WebMon has two other Help menu items - Check for Updates, as well as a link back to this WebMon home page.
WebMon's Log Window
WebMon allows you to monitor your web server's in-coming hits through its log window, below :
WebMon's log window allows you to set the number of records you want to retrieve from the log file at /var/log/httpd/access_log, whether you want to ignore hits from bots and crawlers, and whether you want to show only page views and ignore the hits on images.
You can filter the display further through the use of the Search Field, below.
WebMon allows you to show or hide individual columns in the table through the use of the pop-up menu at the top right hand corner of the table :
The column order can be re-arranged and re-sorted. WebMon will show you the details of each hit as you click on each row in the table, including the country from which the hit is being made, below :
If the hit has a referrer, double-clicking on the record will launch the referrer page. With a record selected, you can do a Shift-Command-C and copy its IP address to the Search Field. This will immediately filter the display to show only the hits coming from this IP address, and this is useful for tracing the path taken by one particular browser through your web site.
Other items in the Navigation menu allows you to clear the Search Field, return the search to the most recent search string, as well as scroll the display back to the currently selected record.
WebMon saves the list of recent searches across application launches, as well as the size and position of the table columns.
WebMon's File menu provides you with two ways of keeping a persistent history of the log records - one as an exported file which can be read as either a tab-delimited or comma-separated file in Excel, and another as a saved file which can be read back by WebMon.
WebMon is a Cocoa document-based application, so you can open as many windows of log records as you like.

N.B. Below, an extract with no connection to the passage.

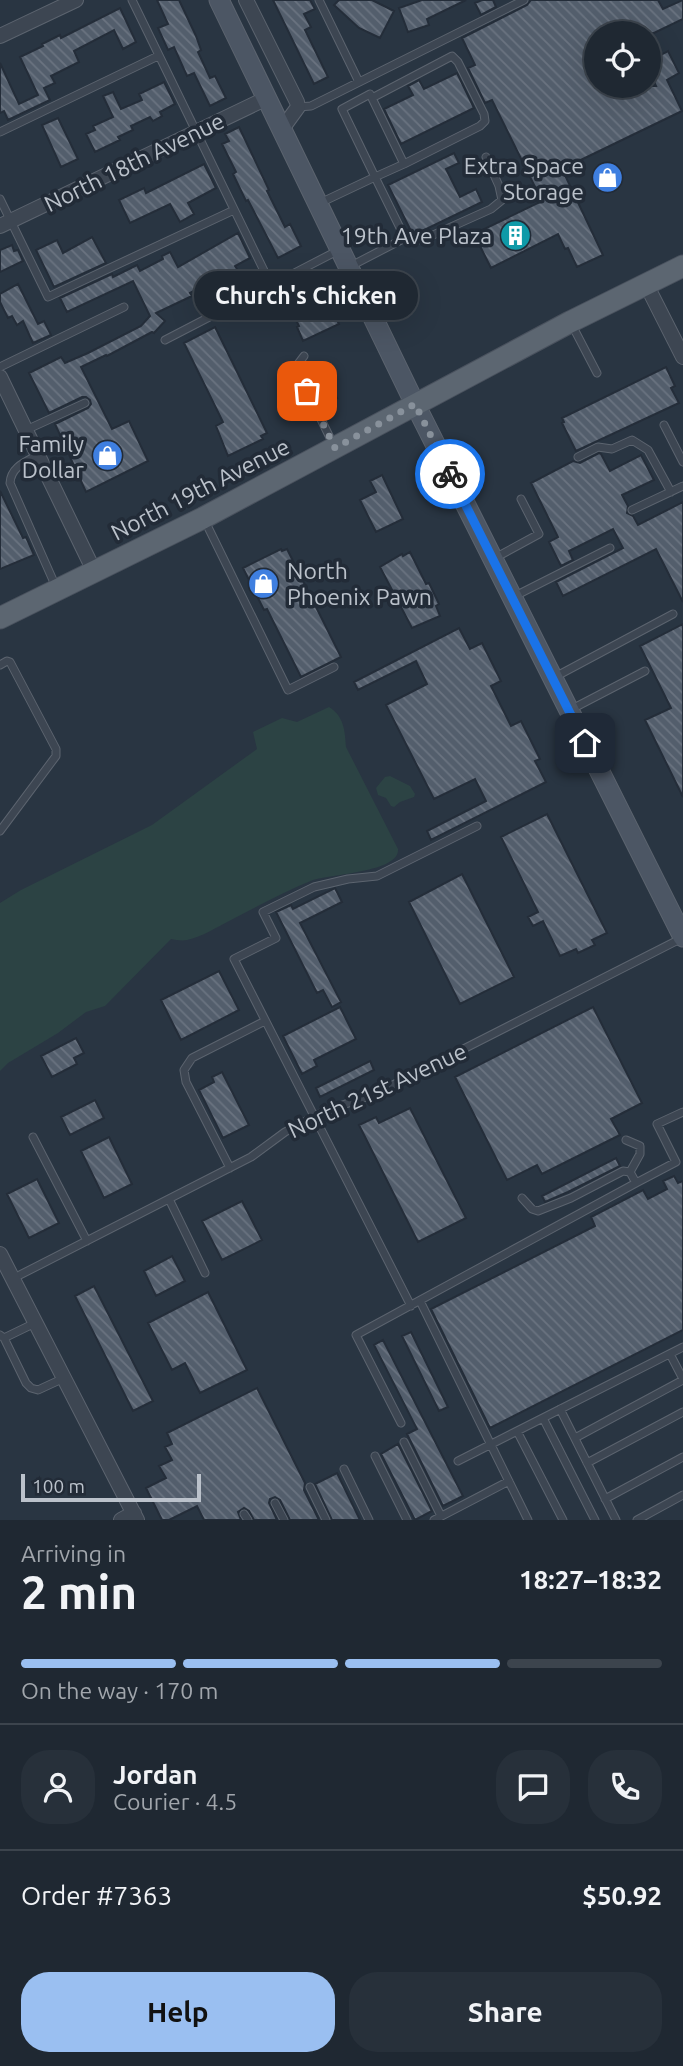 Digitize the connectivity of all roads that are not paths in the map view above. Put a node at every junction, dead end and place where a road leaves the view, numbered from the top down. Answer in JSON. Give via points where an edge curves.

Finally, WebMon's Help menu allows you to edit the Bots and Page Views exclusion list, check for updates to WebMon, come back to this WebMon home page on the web, as well as to re-open the Configure Web Server window.
WebMon starts by working like Postfix Enabler or DNS Enabler, helping you set up a server machine, in this case the web server functions, but it goes a bit further, in the sense that it allows for remote configuration and monitoring of the server machine, and it allows you to manage any number of servers from a single remote machine.
It does things like WebDAV and SSL that used to be difficult for an ordinary non-techie Mac user to set up, and it does it all with the one-click simplicity of the Mac. It's one more step towards making the Mac the ultimate business machine.